"Chris Frey" <cdfrey@netdirect.ca> wrote in message news:20050602055255.GA32207@netdirect.ca...
Hi,
I recently had a need to do directory lookups in C++ and thought I'd take a look at boost::filesystem. I ran the sample_ls.cpp from the documentation, and it worked great.
The problem is that directory_iterator appears to return a pointer to a path object. This path object is then passed to functions such as is_directory() to find the type.
On systems that support type information in the directory entry itself, this structure limits what data can be returned in an iteration.

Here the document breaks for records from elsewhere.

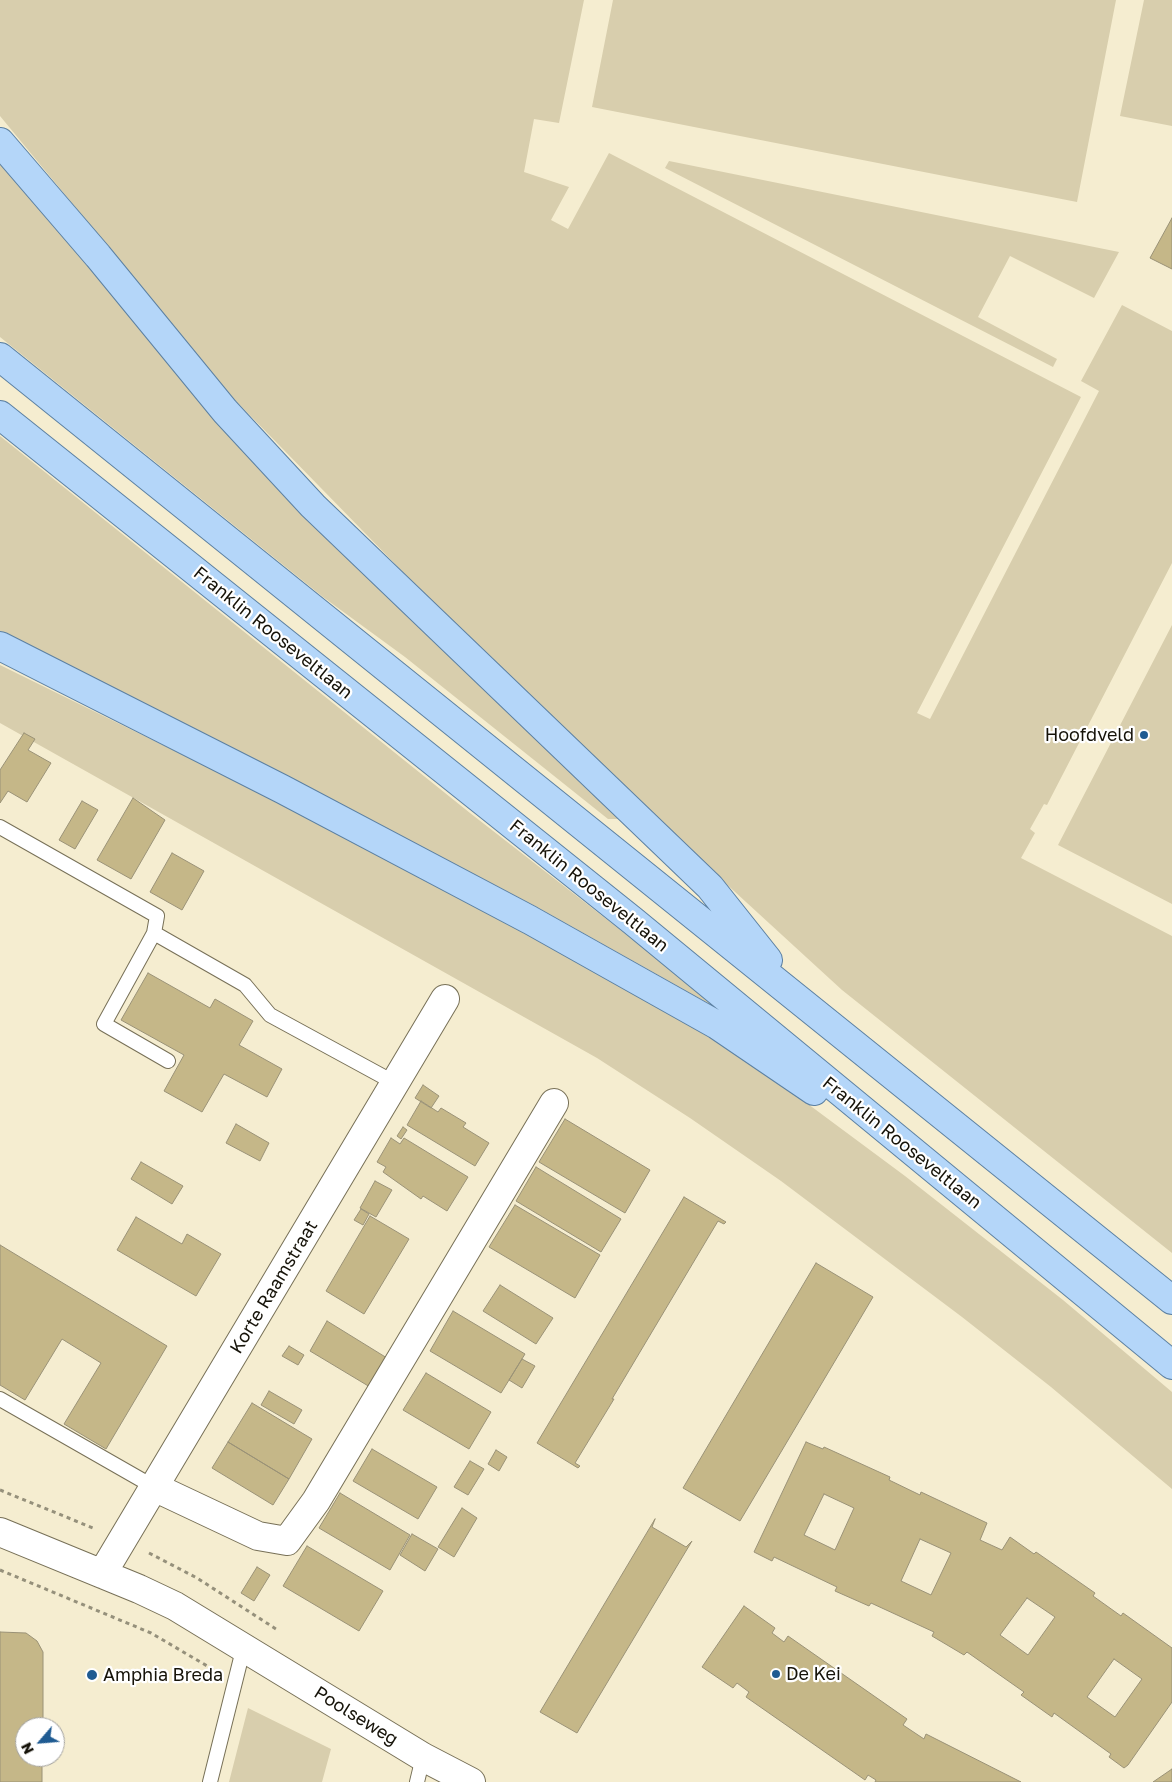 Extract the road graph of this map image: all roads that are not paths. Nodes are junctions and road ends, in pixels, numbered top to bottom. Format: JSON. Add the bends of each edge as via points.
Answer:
{"nodes":[{"id":1,"x":0,"y":142,"type":"edge"},
{"id":2,"x":0,"y":357,"type":"edge"},
{"id":3,"x":0,"y":415,"type":"edge"},
{"id":4,"x":0,"y":646,"type":"edge"},
{"id":5,"x":0,"y":827,"type":"edge"},
{"id":6,"x":154,"y":934,"type":"junction"},
{"id":7,"x":797,"y":997,"type":"junction"},
{"id":8,"x":445,"y":999,"type":"dead end"},
{"id":9,"x":168,"y":1061,"type":"dead end"},
{"id":10,"x":395,"y":1083,"type":"junction"},
{"id":11,"x":554,"y":1104,"type":"dead end"},
{"id":12,"x":962,"y":1193,"type":"junction"},
{"id":13,"x":1172,"y":1300,"type":"edge"},
{"id":14,"x":1172,"y":1365,"type":"edge"},
{"id":15,"x":0,"y":1399,"type":"edge"},
{"id":16,"x":154,"y":1487,"type":"junction"},
{"id":17,"x":0,"y":1532,"type":"edge"},
{"id":18,"x":102,"y":1574,"type":"junction"},
{"id":19,"x":244,"y":1646,"type":"junction"},
{"id":20,"x":420,"y":1770,"type":"edge"},
{"id":21,"x":210,"y":1782,"type":"edge"},
{"id":22,"x":470,"y":1782,"type":"edge"}],
"edges":[{"from":1,"to":7,"type":"main road","via":[[225,410],[313,506],[710,887]]},
{"from":2,"to":7,"type":"main road"},
{"from":3,"to":12,"type":"main road","name":"Franklin Rooseveltlaan","via":[[633,921]]},
{"from":4,"to":12,"type":"main road","via":[[430,867],[717,1025]]},
{"from":5,"to":6,"type":"lane","via":[[157,916]]},
{"from":6,"to":9,"type":"lane","via":[[104,1024]]},
{"from":6,"to":10,"type":"lane","via":[[245,985],[270,1015]]},
{"from":7,"to":13,"type":"main road"},
{"from":8,"to":10,"type":"street","name":"Korte Raamstraat"},
{"from":10,"to":16,"type":"street","name":"Korte Raamstraat"},
{"from":11,"to":16,"type":"street","via":[[316,1501],[287,1541],[258,1536]]},
{"from":12,"to":14,"type":"main road","name":"Franklin Rooseveltlaan"},
{"from":15,"to":16,"type":"lane"},
{"from":16,"to":18,"type":"street","name":"Korte Raamstraat"},
{"from":17,"to":18,"type":"street","name":"Poolseweg"},
{"from":18,"to":19,"type":"street","name":"Poolseweg","via":[[157,1597]]},
{"from":19,"to":20,"type":"street","name":"Poolseweg"},
{"from":19,"to":21,"type":"lane"},
{"from":20,"to":22,"type":"street","name":"Poolseweg"}]} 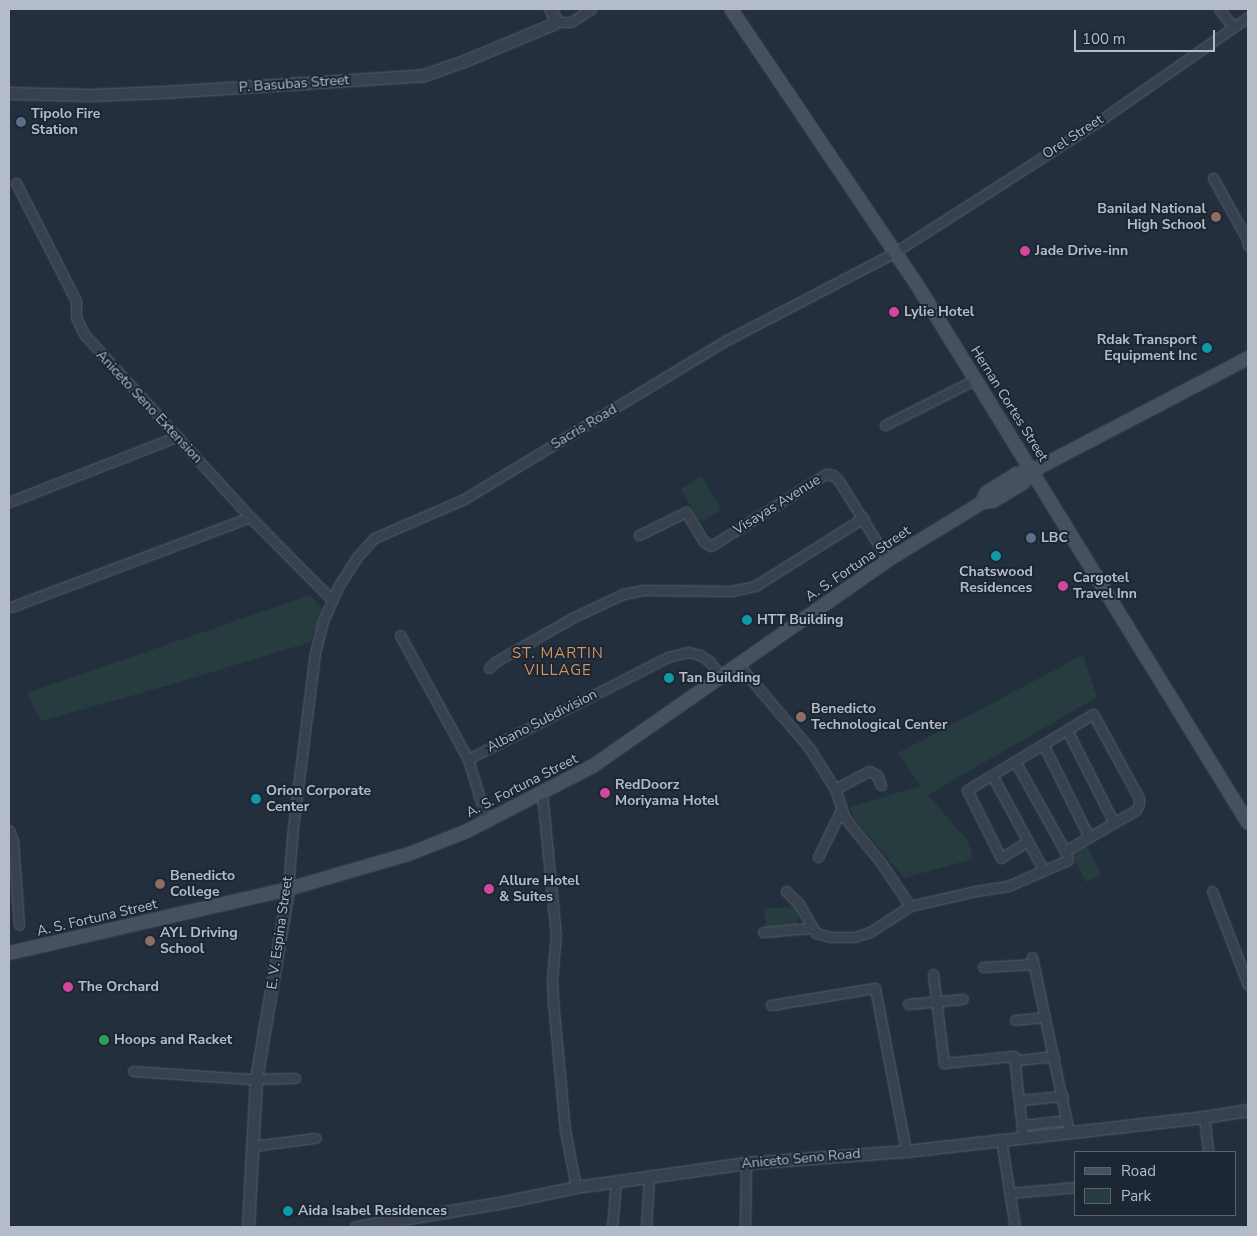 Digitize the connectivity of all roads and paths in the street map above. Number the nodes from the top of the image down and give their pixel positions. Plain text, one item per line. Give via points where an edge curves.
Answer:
1 (550, 9) edge
2 (591, 9) edge
3 (731, 9) edge
4 (1219, 9) edge
5 (1247, 20) edge
6 (555, 22) junction
7 (1232, 28) junction
8 (9, 93) edge
9 (1213, 178) dead end
10 (16, 183) dead end
11 (1248, 246) edge
12 (895, 252) junction
13 (1248, 358) edge
14 (976, 379) junction
15 (886, 425) dead end
16 (178, 436) junction
17 (1032, 471) junction
18 (9, 502) edge
19 (250, 517) junction
20 (863, 518) junction
21 (639, 535) dead end
22 (888, 560) junction
23 (332, 600) junction
24 (11, 607) dead end
25 (400, 634) dead end
26 (318, 640) joint
27 (738, 664) junction
28 (489, 668) dead end
29 (721, 676) junction
30 (1067, 730) junction
31 (1043, 744) junction
32 (468, 759) junction
33 (1016, 761) junction
34 (992, 775) junction
35 (881, 785) dead end
36 (835, 789) junction
37 (542, 794) junction
38 (841, 810) junction
39 (487, 822) junction
40 (1114, 823) junction
41 (1248, 823) edge
42 (9, 830) edge
43 (1089, 837) junction
44 (1028, 841) junction
45 (1065, 851) junction
46 (818, 857) dead end
47 (1044, 871) junction
48 (288, 889) junction
49 (786, 891) dead end
50 (1212, 891) dead end
51 (910, 906) junction
52 (19, 925) dead end
53 (811, 928) junction
54 (763, 932) dead end
55 (9, 953) edge
56 (983, 967) dead end
57 (933, 974) dead end
58 (1248, 985) edge
59 (963, 999) dead end
60 (937, 1001) junction
61 (908, 1004) dead end
62 (771, 1005) dead end
63 (1045, 1017) junction
64 (1015, 1020) dead end
65 (1054, 1056) junction
66 (1018, 1060) dead end
67 (132, 1071) dead end
68 (295, 1078) dead end
69 (256, 1079) junction
70 (1063, 1096) junction
71 (1021, 1100) dead end
72 (1248, 1110) edge
73 (1204, 1117) junction
74 (1022, 1125) dead end
75 (1068, 1126) junction
76 (1023, 1137) junction
77 (315, 1138) dead end
78 (1001, 1139) junction
79 (252, 1146) junction
80 (906, 1151) junction
81 (1208, 1151) edge
82 (746, 1163) junction
83 (649, 1177) junction
84 (616, 1181) junction
85 (576, 1187) junction
86 (1074, 1187) edge
87 (1010, 1193) junction
88 (248, 1227) edge
89 (356, 1227) edge
90 (612, 1227) edge
91 (646, 1227) edge
92 (745, 1227) edge
93 (1015, 1227) edge

1 - 6 street
2 - 6 street via 571,22
3 - 12 main road, Hernan Cortes Street
4 - 7 street
5 - 7 street, Orel Street
6 - 8 street, P. Basubas Street via 464,61 424,74 90,96
7 - 12 street, Orel Street via 1119,107
9 - 11 street
10 - 16 street, Aniceto Seno Extension via 76,300 76,317 84,334
12 - 14 main road, Hernan Cortes Street
12 - 23 street, Sacris Road via 727,340 464,499 374,538 357,557
13 - 17 main road, A. S. Fortuna Street
14 - 15 street
14 - 17 main road, Hernan Cortes Street
16 - 18 street
16 - 19 street, Aniceto Seno Extension
17 - 22 main road, A. S. Fortuna Street via 1017,474 986,493 983,501
17 - 41 main road, Hernan Cortes Street
19 - 23 street, Aniceto Seno Extension
19 - 24 street
20 - 21 street, Visayas Avenue via 839,481 826,474 712,546 704,542 686,512
20 - 22 street, Visayas Avenue
20 - 28 street via 755,586 731,591 644,590 623,594 574,617
22 - 27 main road, A. S. Fortuna Street
23 - 26 street, Sacris Road
25 - 32 street
26 - 48 street, E. V. Espina Street
27 - 29 main road, A. S. Fortuna Street
27 - 36 street via 810,749
29 - 32 street, Albano Subdivision via 700,655 688,652 668,656
29 - 37 main road, A. S. Fortuna Street via 593,766
30 - 31 street
30 - 40 street
30 - 40 street via 1094,714 1139,798 1136,810
31 - 33 street
31 - 43 street
32 - 39 street
33 - 34 street
33 - 45 street
34 - 44 street
34 - 44 street via 967,790 1001,858
35 - 36 street via 877,775 869,772
36 - 38 street
37 - 39 main road, A. S. Fortuna Street
37 - 85 street via 556,936 553,1001 565,1130
38 - 46 street
38 - 51 street
39 - 48 main road, A. S. Fortuna Street via 409,854
40 - 43 street
42 - 52 street via 13,841
43 - 45 street
44 - 47 street
45 - 47 street via 1068,860
47 - 51 street via 1008,886
48 - 55 main road, A. S. Fortuna Street
48 - 69 street, E. V. Espina Street
49 - 53 street via 799,904
50 - 58 street
51 - 53 street via 870,932 854,937 831,937 816,933
53 - 54 street
56 - 63 street via 1032,960
57 - 60 street
59 - 60 street
60 - 61 street
60 - 76 street via 944,1063 1014,1056
62 - 80 street via 875,988
63 - 64 street
63 - 65 street
65 - 66 street
65 - 70 street
67 - 69 street
68 - 69 street
69 - 79 street, E. V. Espina Street
70 - 71 street
70 - 75 street
72 - 73 street, Aniceto Seno Road
73 - 75 street, Aniceto Seno Road
73 - 81 street
74 - 75 street
75 - 76 street, Aniceto Seno Road
76 - 78 street, Aniceto Seno Road
77 - 79 street
78 - 80 street, Aniceto Seno Road
78 - 87 street
79 - 88 street, E. V. Espina Street
80 - 82 street, Aniceto Seno Road
82 - 83 street, Aniceto Seno Road
82 - 92 street
83 - 84 street, Aniceto Seno Road
83 - 91 street
84 - 85 street, Aniceto Seno Road
84 - 90 street
85 - 89 street, Aniceto Seno Road
86 - 87 street
87 - 93 street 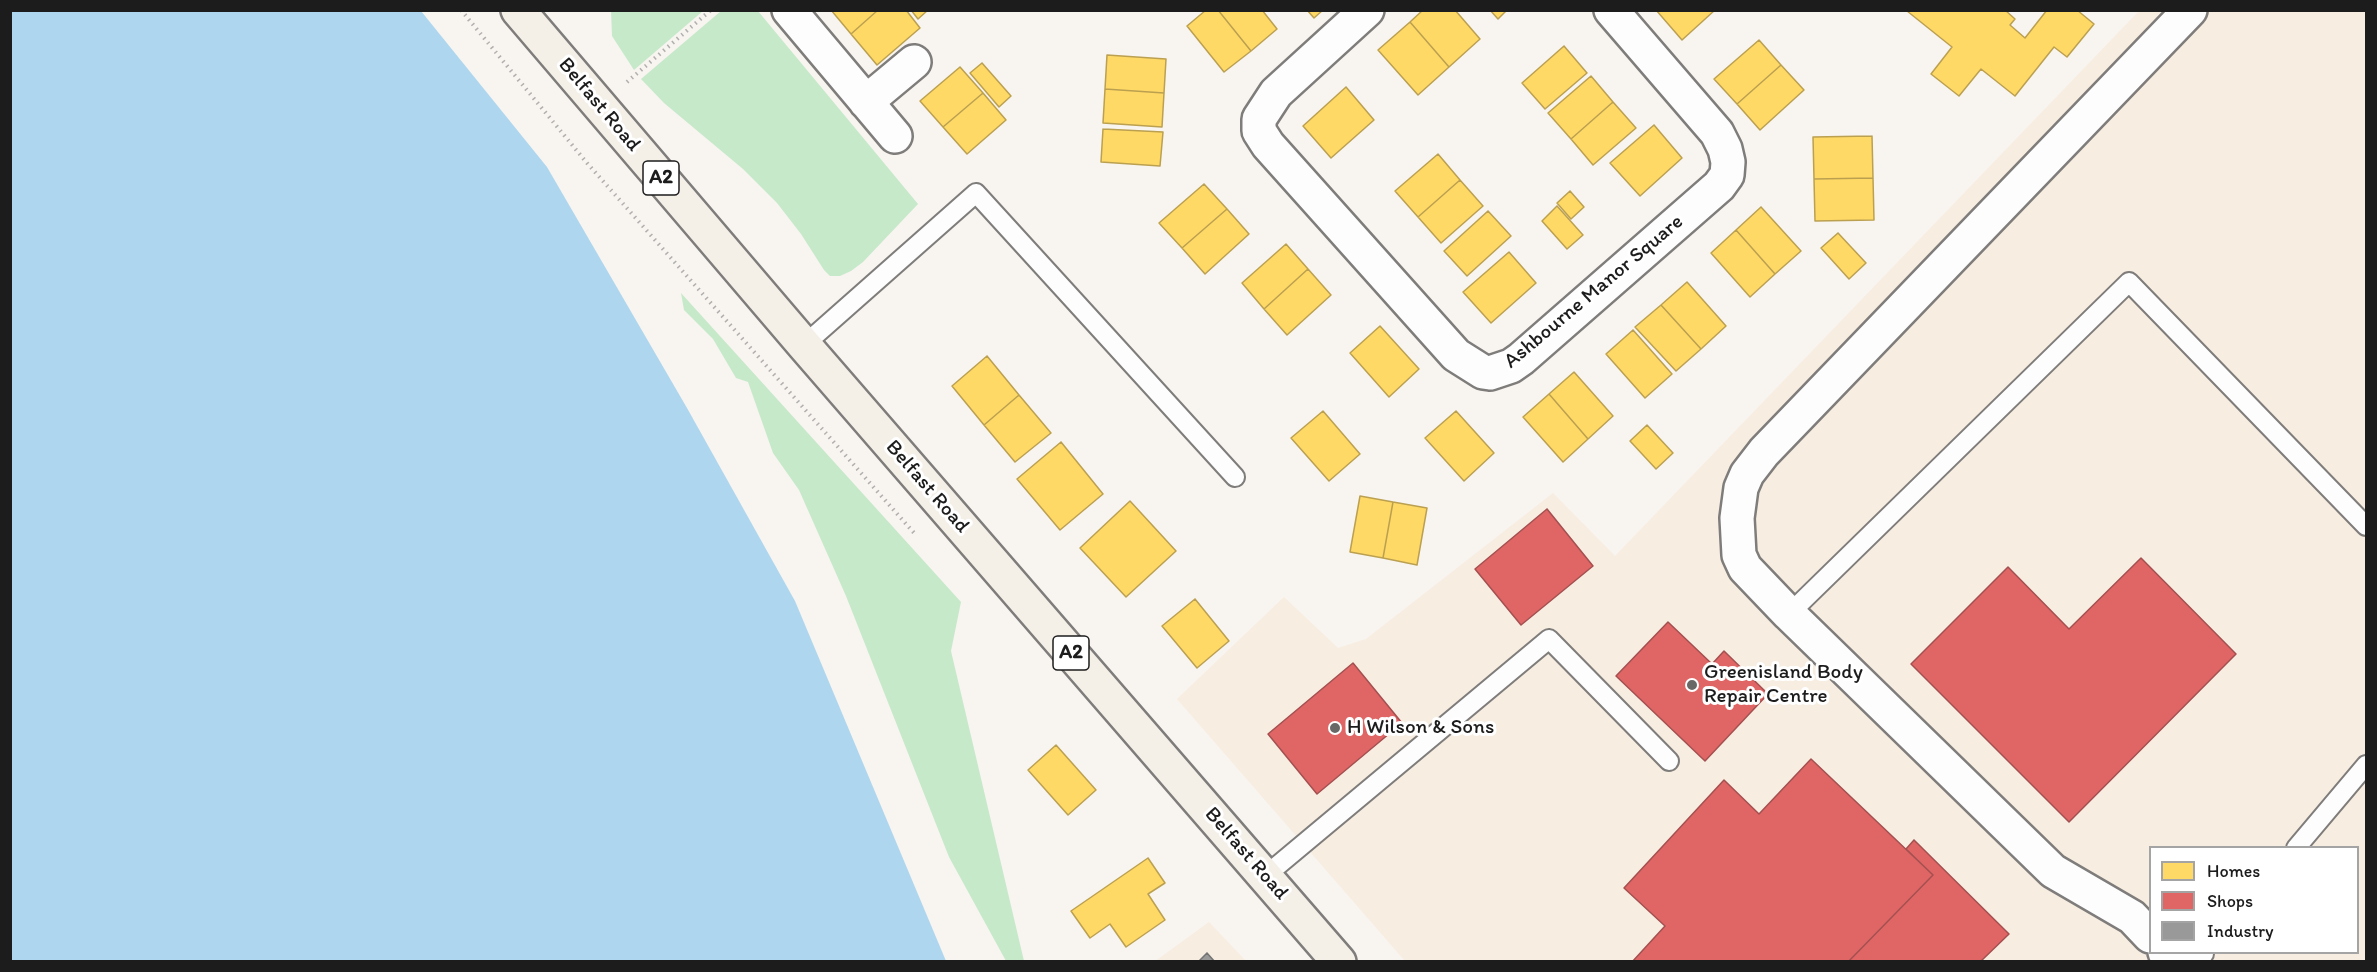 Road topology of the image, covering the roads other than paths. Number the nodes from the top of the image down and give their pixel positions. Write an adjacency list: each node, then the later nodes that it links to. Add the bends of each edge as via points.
1 (518, 10): 9 (highway, Belfast Road / A2)
2 (789, 10): 7 (street)
3 (1367, 10): 4 (street, Ashbourne Manor Square, via 1276,93 1259,119 1259,131 1456,355 1490,373 1521,359 1727,175 1725,149 1717,133)
4 (1611, 10)
5 (2190, 10): 12 (street, via 1747,474 1738,501 1739,555 1745,568)
6 (914, 62): 7 (street)
7 (866, 102): 8 (street)
8 (895, 136)
9 (804, 345): 10 (lane, via 976,193); 16 (highway, Belfast Road / A2)
10 (1235, 477)
11 (2367, 526): 12 (lane, via 2129,282)
12 (1789, 614): 17 (street, via 2053,871 2132,917)
13 (1669, 761): 16 (lane, via 1549,639)
14 (2367, 765): 15 (lane)
15 (2298, 846)
16 (1265, 876): 20 (highway, Belfast Road / A2)
17 (2149, 934)
18 (2179, 954): 19 (lane)
19 (2204, 956)
20 (1339, 962)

I would suggest something like (roughly):
class path; class dirent; class directory_iterator { // ... const dirent * operator-> () const; // ... };
class dirent { // some easy method to convert to path operator path (); // or perhaps a safer method would just be // to duplicate the path functions const std::string & leaf() const; // etc.
// and then possible optimized versions bool is_directory() const;
// ... };
The members of dirent would mirror the available functions that use the path object. If no optimization is possible, it just calls what the user would have had to call anyway. But if it is possible to optimize certain items (such as a struct dirent containing d_type), this would be used, possibly saving a call to stat().
Normally optimization should be left as implementation details... but in this case, I believe the class design limits what optimization is allowed. I would be pleased if I'm wrong on this.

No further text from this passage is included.